Смертельно больному солдату Гусеву объявляют, что он не жилец на этом свете. А он? Что он? Ничего. Любопытствует: "Нешто доктор или фельдшер сказывал?" И это -- все. Еще, правда, сетует, что "домой не написал... Помру, и не узнают". На вопрос же, страшно ли умирать, отвечает чистосердечно: "Страшно". Но смерти ли как таковой боится он? "Мне хозяйства жалко... Без меня все пропадет, и отец со старухой, гляди, по миру пойдут". Опять-таки куда важнее жизнь, которая будет после него, нежели обрыв, исчезновение жизни собственной.
Без всякого содрогания думают чеховские герои о собственной кончине. Больше того, многие из них непостижимо легко -- а то и легкомысленно! --конец этот приближают. Если в первой редакции пьесы Иванов перед тем, как пустить себе пулю в лоб, произносит, как бы мотивируя свое решение, предлинный монолог, то в окончательном варианте он ограничивается всего несколькими словами.

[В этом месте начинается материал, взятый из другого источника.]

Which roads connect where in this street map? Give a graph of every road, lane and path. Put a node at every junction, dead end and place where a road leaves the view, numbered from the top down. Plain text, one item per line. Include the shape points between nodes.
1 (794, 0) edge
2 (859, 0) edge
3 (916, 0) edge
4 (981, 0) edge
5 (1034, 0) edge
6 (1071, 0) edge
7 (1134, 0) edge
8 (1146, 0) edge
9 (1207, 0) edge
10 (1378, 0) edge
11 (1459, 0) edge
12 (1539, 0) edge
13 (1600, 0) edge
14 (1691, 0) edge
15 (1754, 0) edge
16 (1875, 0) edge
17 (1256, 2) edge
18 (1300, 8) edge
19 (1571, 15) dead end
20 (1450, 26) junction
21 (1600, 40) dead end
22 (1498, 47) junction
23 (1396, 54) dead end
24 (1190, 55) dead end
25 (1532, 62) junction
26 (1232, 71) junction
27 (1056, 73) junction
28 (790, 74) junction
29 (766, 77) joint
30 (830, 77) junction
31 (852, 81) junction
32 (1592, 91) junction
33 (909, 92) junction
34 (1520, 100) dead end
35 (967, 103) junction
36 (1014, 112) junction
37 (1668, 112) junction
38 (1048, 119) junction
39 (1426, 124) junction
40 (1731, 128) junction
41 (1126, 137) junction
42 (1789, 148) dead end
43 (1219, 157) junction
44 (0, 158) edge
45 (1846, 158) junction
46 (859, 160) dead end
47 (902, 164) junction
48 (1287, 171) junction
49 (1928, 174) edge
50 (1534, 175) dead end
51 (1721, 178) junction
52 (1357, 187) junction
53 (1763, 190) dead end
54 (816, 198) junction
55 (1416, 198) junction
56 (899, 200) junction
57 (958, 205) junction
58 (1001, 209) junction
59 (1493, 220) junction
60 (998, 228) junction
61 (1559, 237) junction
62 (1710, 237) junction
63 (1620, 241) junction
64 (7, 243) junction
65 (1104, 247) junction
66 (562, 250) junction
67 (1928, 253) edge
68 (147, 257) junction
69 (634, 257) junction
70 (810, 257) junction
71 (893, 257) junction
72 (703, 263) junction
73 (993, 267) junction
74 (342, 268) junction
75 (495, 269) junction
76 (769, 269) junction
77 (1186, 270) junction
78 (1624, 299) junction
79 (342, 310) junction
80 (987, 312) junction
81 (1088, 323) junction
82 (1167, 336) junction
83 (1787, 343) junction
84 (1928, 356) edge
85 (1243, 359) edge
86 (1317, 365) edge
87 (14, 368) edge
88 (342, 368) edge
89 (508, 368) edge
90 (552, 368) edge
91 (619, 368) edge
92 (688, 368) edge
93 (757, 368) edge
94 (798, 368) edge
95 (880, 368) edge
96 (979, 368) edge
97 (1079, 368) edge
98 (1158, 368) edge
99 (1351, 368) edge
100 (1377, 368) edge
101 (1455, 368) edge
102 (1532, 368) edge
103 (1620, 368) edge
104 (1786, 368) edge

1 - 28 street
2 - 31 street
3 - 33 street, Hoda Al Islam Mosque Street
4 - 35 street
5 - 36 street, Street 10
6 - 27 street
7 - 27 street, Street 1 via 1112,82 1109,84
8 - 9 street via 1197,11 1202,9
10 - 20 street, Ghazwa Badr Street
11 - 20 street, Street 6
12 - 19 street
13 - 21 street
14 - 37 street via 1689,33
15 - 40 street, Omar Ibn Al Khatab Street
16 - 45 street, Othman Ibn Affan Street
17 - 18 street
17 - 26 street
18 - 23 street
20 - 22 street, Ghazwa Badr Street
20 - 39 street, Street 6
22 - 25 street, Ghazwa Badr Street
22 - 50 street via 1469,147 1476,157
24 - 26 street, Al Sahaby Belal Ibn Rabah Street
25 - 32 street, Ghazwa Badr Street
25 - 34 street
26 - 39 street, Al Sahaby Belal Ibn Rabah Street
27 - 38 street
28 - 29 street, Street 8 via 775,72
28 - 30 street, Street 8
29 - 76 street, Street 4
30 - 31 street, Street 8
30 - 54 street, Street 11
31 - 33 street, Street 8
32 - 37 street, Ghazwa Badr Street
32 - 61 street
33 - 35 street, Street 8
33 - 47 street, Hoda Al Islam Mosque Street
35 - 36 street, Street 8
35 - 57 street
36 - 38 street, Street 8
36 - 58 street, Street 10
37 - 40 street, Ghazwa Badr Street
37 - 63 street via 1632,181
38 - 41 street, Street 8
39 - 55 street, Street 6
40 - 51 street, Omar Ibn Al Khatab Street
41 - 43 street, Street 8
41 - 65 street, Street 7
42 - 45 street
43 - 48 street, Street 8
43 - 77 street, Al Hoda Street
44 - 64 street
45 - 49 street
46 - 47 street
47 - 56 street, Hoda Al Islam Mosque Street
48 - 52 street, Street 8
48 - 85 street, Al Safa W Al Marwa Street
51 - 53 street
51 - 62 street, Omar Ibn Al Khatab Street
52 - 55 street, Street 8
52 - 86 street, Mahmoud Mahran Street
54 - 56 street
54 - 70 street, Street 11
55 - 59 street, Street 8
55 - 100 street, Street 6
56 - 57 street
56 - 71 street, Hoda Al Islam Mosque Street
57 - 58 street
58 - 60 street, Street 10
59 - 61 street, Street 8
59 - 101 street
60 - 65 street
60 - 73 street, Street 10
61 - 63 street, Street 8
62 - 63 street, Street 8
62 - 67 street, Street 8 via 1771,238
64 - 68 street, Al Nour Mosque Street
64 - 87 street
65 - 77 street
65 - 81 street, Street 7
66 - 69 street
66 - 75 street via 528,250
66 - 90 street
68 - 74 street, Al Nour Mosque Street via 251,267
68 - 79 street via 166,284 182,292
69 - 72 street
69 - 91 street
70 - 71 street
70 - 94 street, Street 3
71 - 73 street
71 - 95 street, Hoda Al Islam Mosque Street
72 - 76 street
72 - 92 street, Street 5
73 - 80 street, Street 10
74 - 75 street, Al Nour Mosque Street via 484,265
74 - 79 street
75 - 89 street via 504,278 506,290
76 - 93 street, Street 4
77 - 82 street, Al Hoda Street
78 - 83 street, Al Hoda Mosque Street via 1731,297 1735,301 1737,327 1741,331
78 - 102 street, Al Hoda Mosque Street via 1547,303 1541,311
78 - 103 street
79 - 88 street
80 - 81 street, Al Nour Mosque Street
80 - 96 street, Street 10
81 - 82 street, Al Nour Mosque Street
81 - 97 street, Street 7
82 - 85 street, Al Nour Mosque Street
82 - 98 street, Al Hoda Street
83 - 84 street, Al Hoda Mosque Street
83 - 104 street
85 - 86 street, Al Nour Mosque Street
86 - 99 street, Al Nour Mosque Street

Саня из громоздкой юношеской пьесы "Безотцовщина" эти прощальные слова пишет. Не говорит, а пишет, не забыв напомнить в конце, что "ключ от Мишиного комода в шерстяном платье". Вот он, будущий Чехов! Треплев до каких бы то ни было объяснений вообще не снисходит, просто "молча рвет все свои рукописи и бросает под стол, потом отпирает правую дверь и уходит". Такова ремарка. Слов -- никаких, а спустя несколько минут раздается выстрел. Один из героев выходит глянуть, в чем дело, вернувшись же, вполголоса сообщает: "Дело в том, что Константин Гаврилович застрелился..."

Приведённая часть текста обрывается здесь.